I was going to save this for the New Year's post, but since news is slow, we're going to talk about charities. I know this is a hard time of year to think about handing over even more money than you probably already have, and some of us just don't have money to throw around to begin with. But that doesn't mean that you can't do your bit for charity! Giving isn't limited to money, as Audrey herself has shown. Here's some alternative ways to do a good deed without sending yourself to the poorhouse:
1. Read this list! It's from a personal finance website, so they know about working with budgets, and give good tips on how to work with what you have. That includes donating your time or services, which is always desperately needed, and doing some free advertising for the charity of your choice.

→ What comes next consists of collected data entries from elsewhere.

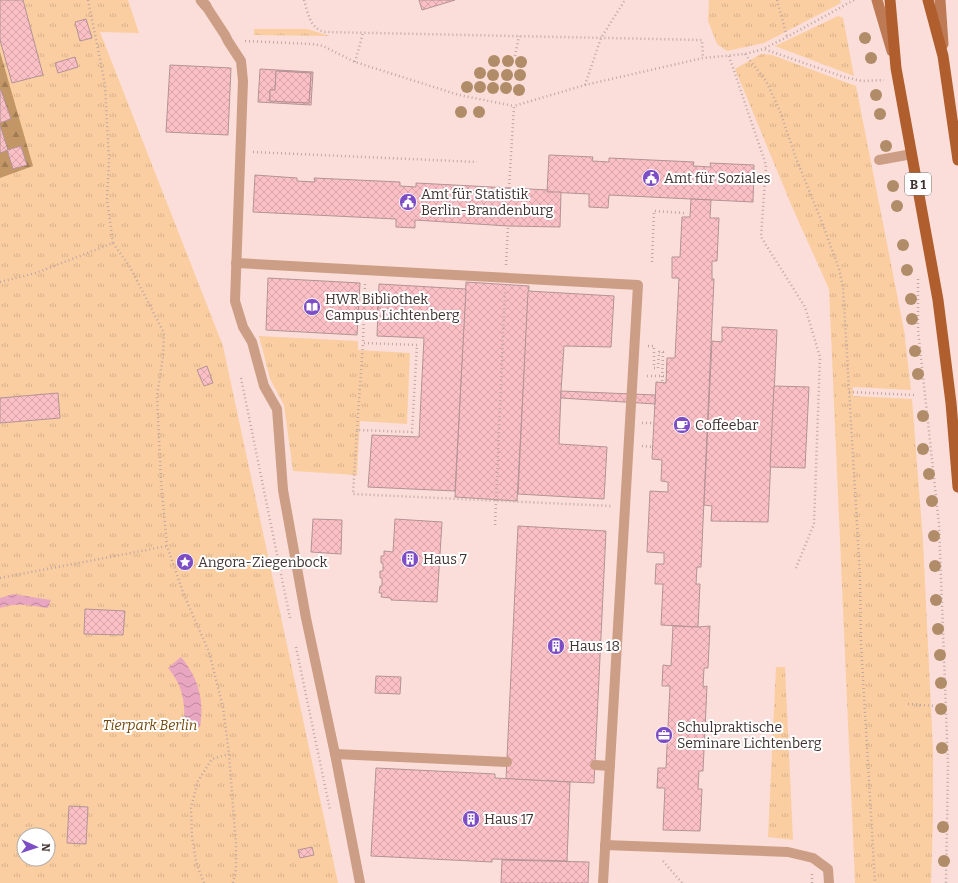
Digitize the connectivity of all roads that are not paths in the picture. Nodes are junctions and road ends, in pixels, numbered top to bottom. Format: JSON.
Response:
{"nodes":[{"id":1,"x":877,"y":0,"type":"edge"},
{"id":2,"x":890,"y":0,"type":"edge"},
{"id":3,"x":928,"y":0,"type":"edge"},
{"id":4,"x":940,"y":0,"type":"edge"},
{"id":5,"x":203,"y":3,"type":"edge"},
{"id":6,"x":943,"y":56,"type":"junction"},
{"id":7,"x":896,"y":68,"type":"junction"},
{"id":8,"x":912,"y":154,"type":"junction"},
{"id":9,"x":879,"y":160,"type":"dead end"},
{"id":10,"x":958,"y":160,"type":"edge"},
{"id":11,"x":236,"y":263,"type":"junction"},
{"id":12,"x":958,"y":487,"type":"edge"},
{"id":13,"x":335,"y":754,"type":"junction"},
{"id":14,"x":507,"y":762,"type":"dead end"},
{"id":15,"x":595,"y":765,"type":"dead end"},
{"id":16,"x":610,"y":766,"type":"junction"},
{"id":17,"x":605,"y":845,"type":"junction"},
{"id":18,"x":360,"y":883,"type":"edge"},
{"id":19,"x":603,"y":883,"type":"edge"},
{"id":20,"x":829,"y":883,"type":"edge"}],
"edges":[{"from":1,"to":7,"type":"main road"},
{"from":2,"to":7,"type":"main road","number":"B 1"},
{"from":3,"to":6,"type":"main road"},
{"from":4,"to":6,"type":"main road"},
{"from":5,"to":11,"type":"lane"},
{"from":6,"to":10,"type":"main road"},
{"from":7,"to":8,"type":"main road","number":"B 1"},
{"from":8,"to":9,"type":"lane"},
{"from":8,"to":12,"type":"main road","number":"B 1"},
{"from":11,"to":13,"type":"lane"},
{"from":11,"to":16,"type":"lane"},
{"from":13,"to":14,"type":"lane"},
{"from":13,"to":18,"type":"lane"},
{"from":15,"to":16,"type":"lane"},
{"from":16,"to":17,"type":"lane"},
{"from":17,"to":19,"type":"lane"},
{"from":17,"to":20,"type":"lane"}]}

2. Use the Internet. More and more Google-type search engines are sprouting up that are actually run for charities. You just search the way you always do, but it helps a charity in need. Some good search engines are GoodTree, GoodSearch, and even GuideStar to search for non-profits.
3. Use your mouse. More and more charities are doing click donations. All you have to do is click a button, and a corporate sponsor donates a set amount for every click. The Hunger Site is a long-lasting example of this, but you can find even more through Charity Click Donation.
4. Think before you donate. It's so easy for someone to drop some change in a bin by the cash register and think "I've done my part!" But how do you know that your donation is actually going towards what you think it's going toward? No one donates their money thinking "I sure hope this donation pays a CEO's salary." Thanks to Charity Navigator, you can search for major charities (5,000 to choose from at this time) and see just how well they operate and what percentage of funds go towards the actual good deeds. While the Audrey Hepburn Children's Fund isn't on the site at this time, UNICEF is, and you can see for yourself what a good rating they've received.
Just some ideas to ponder over, especially with New Year's resolutions looming over the horizon as well. And if you can't think of anything you'd really want or need for the Christmas/Hannukah holidays, maybe suggest a donation in your name instead of gifts.
Finally, a video clip from the Breakfast at Tiffany's special edition DVD showing how the great party scene was filmed. (The actress who talks in the studio and who played the laughing/crying woman, Fay McKenzie, apparently made a good impact on director Blake Edwards, because he used her again in his later film The Party.)
Edit: the original clip has been removed; however, you can still learn about the making of Breakfast at Tiffany's here.
Lastly, guess who did the voice of Holly's drunk date, the night she crawled up the fire escape to Paul's flat? None other than Mel Blanc, voice of Bugs Bunny and countless other classic characters! You learn something new every day. (Thanks to IMDb for that one.)